**Saved entries**.
┏━━
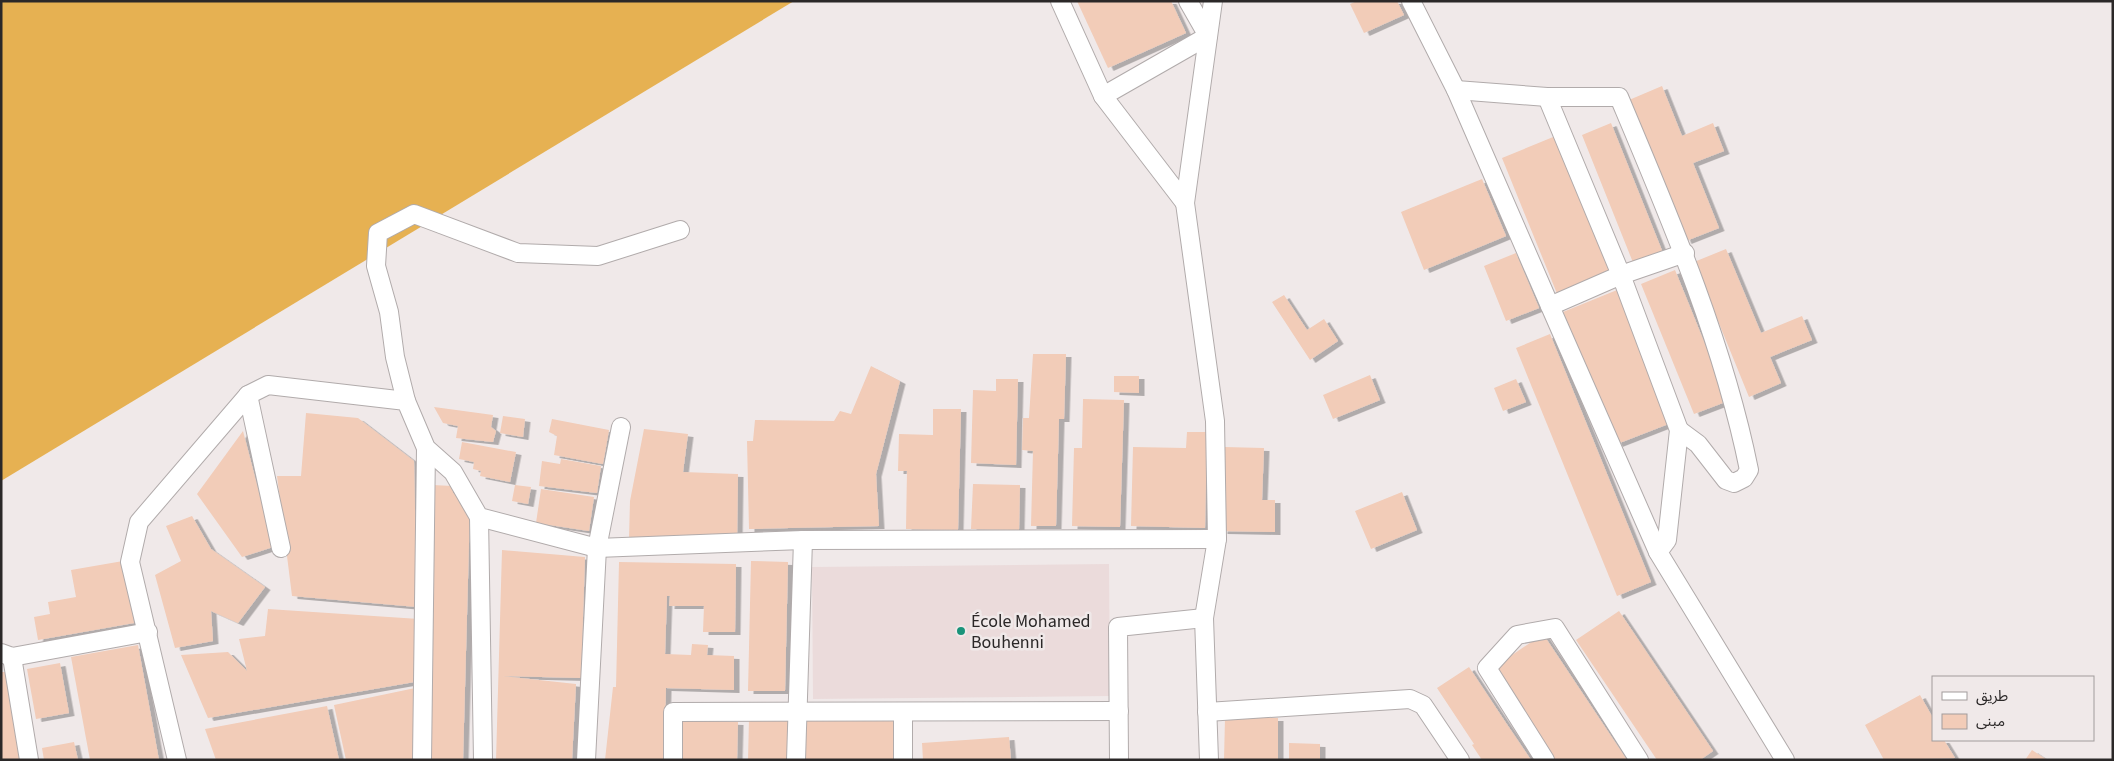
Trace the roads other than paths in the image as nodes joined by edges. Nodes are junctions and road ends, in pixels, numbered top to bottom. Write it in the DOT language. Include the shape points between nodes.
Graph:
graph roads {
  1 [pos="1060,1"];
  2 [pos="1188,1"];
  3 [pos="1213,1"];
  4 [pos="1411,1"];
  5 [pos="1208,36"];
  6 [pos="1456,90"];
  7 [pos="1103,96"];
  8 [pos="1547,97"];
  9 [pos="1185,203"];
  10 [pos="680,230"];
  11 [pos="1685,253"];
  12 [pos="1621,275"];
  13 [pos="1550,306"];
  14 [pos="248,395"];
  15 [pos="406,401"];
  16 [pos="621,427"];
  17 [pos="1679,430"];
  18 [pos="426,448"];
  19 [pos="479,517"];
  20 [pos="1217,539"];
  21 [pos="803,540"];
  22 [pos="281,548"];
  23 [pos="597,548"];
  24 [pos="1658,552"];
  25 [pos="1204,618"];
  26 [pos="148,632"];
  27 [pos="6,655"];
  28 [pos="1119,711"];
  29 [pos="798,712"];
  30 [pos="1207,712"];
  31 [pos="903,713"];
  32 [pos="29,760"];
  33 [pos="177,760"];
  34 [pos="422,760"];
  35 [pos="482,760"];
  36 [pos="586,760"];
  37 [pos="673,760"];
  38 [pos="796,760"];
  39 [pos="903,760"];
  40 [pos="1119,760"];
  41 [pos="1209,760"];
  42 [pos="1460,760"];
  43 [pos="1545,760"];
  44 [pos="1639,760"];
  45 [pos="1785,760"];
  1 -- 7 [label="street"];
  2 -- 5 [label="street"];
  3 -- 5 [label="street"];
  4 -- 6 [label="street"];
  5 -- 7 [label="street"];
  5 -- 9 [label="street"];
  6 -- 8 [label="street"];
  6 -- 13 [label="street"];
  7 -- 9 [label="street"];
  8 -- 11 [label="street" via="1619,97"];
  8 -- 12 [label="street"];
  9 -- 20 [label="street" via="1215,421"];
  10 -- 15 [label="street" via="598,256 518,253 414,214 378,234 376,266 389,312 395,357"];
  11 -- 12 [label="street"];
  11 -- 17 [label="street" via="1739,422 1749,470 1744,478 1734,483 1726,480 1698,444"];
  12 -- 13 [label="street"];
  12 -- 17 [label="street"];
  13 -- 24 [label="street"];
  14 -- 15 [label="street" via="268,385"];
  14 -- 22 [label="street"];
  14 -- 26 [label="street" via="139,522 130,562"];
  15 -- 18 [label="street"];
  16 -- 23 [label="street"];
  17 -- 24 [label="street" via="1667,540"];
  18 -- 19 [label="street" via="453,472"];
  18 -- 34 [label="street"];
  19 -- 23 [label="street"];
  19 -- 35 [label="street"];
  20 -- 21 [label="street"];
  20 -- 25 [label="street"];
  21 -- 23 [label="street"];
  21 -- 29 [label="street"];
  23 -- 36 [label="street"];
  24 -- 45 [label="street"];
  25 -- 28 [label="street" via="1118,627"];
  25 -- 30 [label="street"];
  26 -- 27 [label="street"];
  26 -- 33 [label="street"];
  27 -- 32 [label="street"];
  28 -- 31 [label="street"];
  28 -- 40 [label="street"];
  29 -- 31 [label="street"];
  29 -- 37 [label="street" via="673,712"];
  29 -- 38 [label="street"];
  30 -- 41 [label="street"];
  30 -- 42 [label="street" via="1410,699 1423,705"];
  31 -- 39 [label="street"];
  43 -- 44 [label="street" via="1487,668 1518,635 1555,628"];
}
┗━━
After reading the records above, give the number of lines that include "roads", and add nothing else.

**Completed exercise**. 2